I am new to this forum so firstly I would like to say hello before I rabbit on about system requirements etc etc etc.

I am currently studying a BSI diploma in Quality management and throughout the course I have found this a revelation in learning business skills and the way in which we control our business needs, however I am currently on a module which by my understanding has opened a very large can of worms! My end desire is to build into my business flowchart the process control systems within the business, at first I though this was quite simple adding in data control points, Quality control processes etc etc however when I looked more in to this it became apparent that there was more to this than meets the eye. My question to you is:
ISO 9001:2008 clauses 8.2.3 - Whats your Interpretation and how do you measure your processes?

Thanks

Lennon121
 

somashekar

Staff member
Super Moderator
#2
Re: ISO 9001:2008 clauses 8.2.3 - Whats your Interpretation

Dear All,

I am new to this forum so firstly I would like to say hello before I rabbit on about system requirements etc etc etc.

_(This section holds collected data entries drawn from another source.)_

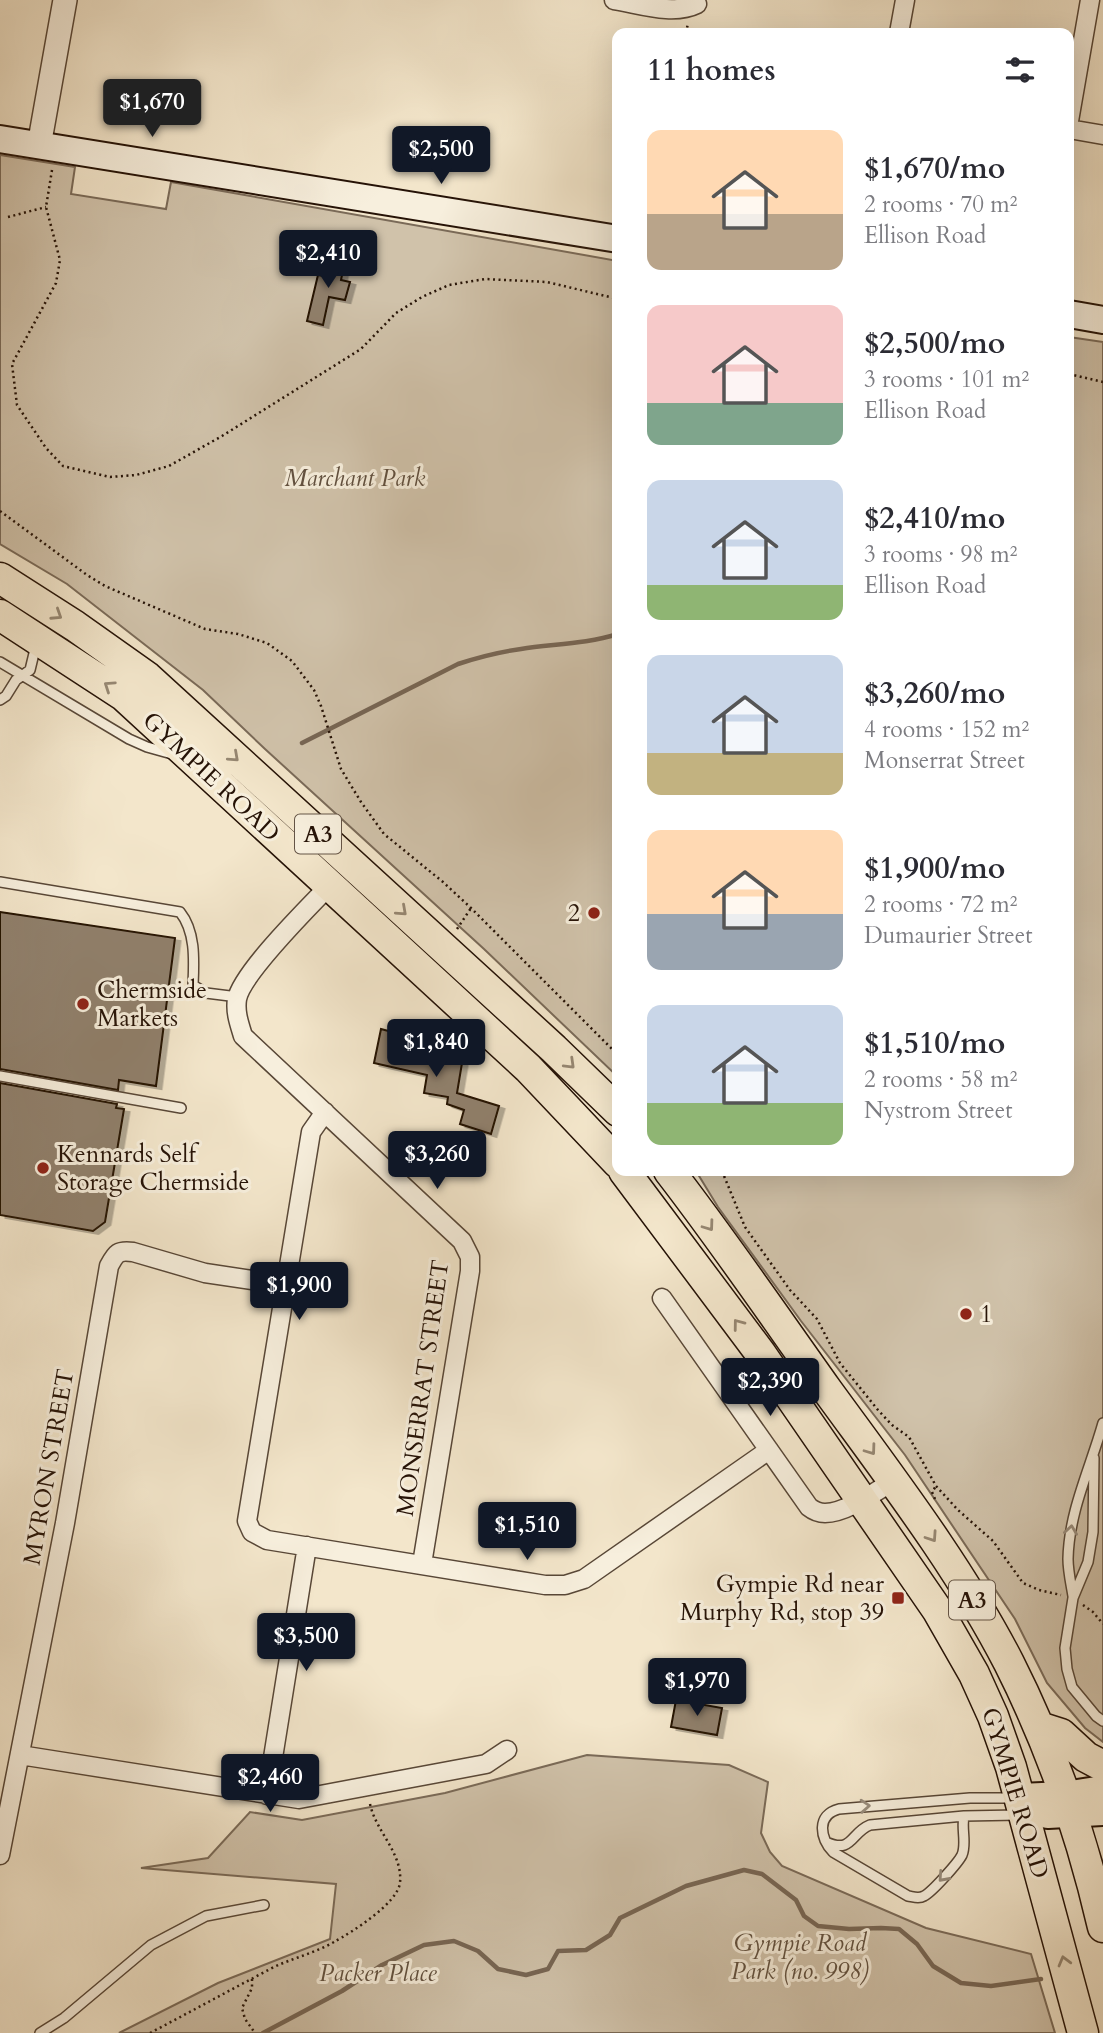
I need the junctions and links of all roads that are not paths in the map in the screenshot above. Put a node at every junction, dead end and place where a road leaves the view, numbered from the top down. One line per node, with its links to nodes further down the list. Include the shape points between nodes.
1 (65, 0): 11 (street)
2 (614, 0): 5 (street, via 676,10)
3 (905, 0): 6 (street)
4 (1090, 0): 7 (street)
5 (700, 7)
6 (900, 28)
7 (1074, 92)
8 (1074, 130): 9 (street)
9 (1103, 135)
10 (0, 139): 11 (main road)
11 (46, 156): 12 (main road)
12 (612, 238)
13 (1074, 315): 14 (main road)
14 (1103, 320)
15 (0, 578): 26 (highway, GYMPIE ROAD / A3, one-way to 26, via 148,677)
16 (0, 615): 17 (highway, GYMPIE ROAD / A3)
17 (39, 639): 19 (lane, via 30,670); 21 (highway, GYMPIE ROAD / A3, one-way to 17, via 124,696)
18 (0, 662): 19 (lane)
19 (22, 676): 20 (lane); 21 (lane, via 130,739)
20 (3, 698)
21 (197, 763): 23 (highway, GYMPIE ROAD / A3)
22 (0, 882): 24 (lane, via 180,912 191,934 193,985 206,993)
23 (329, 886): 24 (street, via 250,974); 29 (highway, GYMPIE ROAD / A3, via 527,1068)
24 (238, 997): 28 (street, MONSERRAT STREET, via 237,1017 243,1036)
25 (0, 1076): 27 (lane)
26 (612, 1105)
27 (181, 1108)
28 (325, 1112): 32 (street, via 311,1132); 40 (street, MONSERRAT STREET, via 462,1241 470,1256)
29 (612, 1157)
30 (628, 1176): 38 (highway, GYMPIE ROAD / A3, one-way to 30, via 761,1354)
31 (673, 1176): 37 (highway, GYMPIE ROAD / A3, one-way to 37)
32 (285, 1285): 39 (street, via 247,1521 252,1532 267,1540); 45 (street, MYRON STREET, via 205,1273 125,1251 116,1254 109,1266)
33 (662, 1298): 35 (street)
34 (1103, 1423): 36 (lane)
35 (769, 1450): 38 (street, via 815,1511 830,1513); 40 (street, via 584,1579 545,1585)
36 (1094, 1458): 41 (lane, via 1093,1532 1088,1562); 41 (lane, one-way to 36, via 1068,1561 1071,1528)
37 (893, 1481): 38 (street); 43 (highway, GYMPIE ROAD / A3, one-way to 43, via 981,1615)
38 (861, 1500): 50 (highway, GYMPIE ROAD / A3, via 938,1611 974,1674 1003,1742)
39 (307, 1546): 40 (street); 48 (street)
40 (422, 1564)
41 (1073, 1598): 42 (lane, via 1065,1648 1067,1669 1072,1687)
42 (1103, 1721)
43 (1039, 1727): 46 (highway, via 1061,1734); 49 (highway, GYMPIE ROAD / A3)
44 (507, 1750): 48 (street, via 485,1764 366,1787 299,1799)
45 (20, 1755): 48 (street); 54 (street, MYRON STREET)
46 (1103, 1766)
47 (1103, 1790): 49 (main road)
48 (267, 1795)
49 (1068, 1805): 50 (main road); 51 (main road); 56 (highway, GYMPIE ROAD / A3)
50 (1022, 1806): 52 (lane); 53 (lane, one-way to 50, via 823,1820 839,1809 970,1798); 58 (highway, GYMPIE ROAD / A3, one-way to 50)
51 (1103, 1811)
52 (964, 1816): 53 (lane, via 870,1825 846,1846); 53 (lane, one-way to 53, via 962,1854 929,1892 918,1898 838,1855)
53 (824, 1841)
54 (0, 1855)
55 (264, 1905): 57 (lane, via 206,1916 151,1945)
56 (1102, 1911)
57 (40, 2033)
58 (1083, 2033)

I am currently studying a BSI diploma in Quality management and throughout the course I have found this a revelation in learning business skills and the way in which we control our business needs, however I am currently on a module which by my understanding has opened a very large can of worms! My end desire is to build into my business flowchart the process control systems within the business, at first I though this was quite simple adding in data control points, Quality control processes etc etc however when I looked more in to this it became apparent that there was more to this than meets the eye. My question to you is:
ISO 9001:2008 clauses 8.2.3 - Whats your Interpretation and how do you measure your processes?

Thanks

Lennon121
While 8.2.4 says about all the monitoring and measurement requirements of mostly what happens under clause 7, this (8.2.3) broadly addresses monitoring and measurement of other processes as mentioned in clause 4 thru 6. Now what are these processes?
1. The establishing of the Quality policy and Objectives
2. The establishment of the Quality manual
3. The control of documents
4. The control of records
5. The process of defining, documenting and communicating responsibility and authority
6. The management rep appointment
7. The establishment of internal communication
8. The conducting of the management review
9. The determining and provision of human resource, Infrastructure and work environment
So if you view this in the PDCA cycle, it is the checking activity (monitoring and measurement) of the PLAN in order to take appropriate ACTION as the PDCA cycle progresses.
The standard lets you determine the method keeping in view the product requirements. So you have the liverage to determine your monitor and measure method.
Results of internal audits are perhaps one of the best and most widely used measuring method. (Only that the Internal audits must be conducted in its true spirits)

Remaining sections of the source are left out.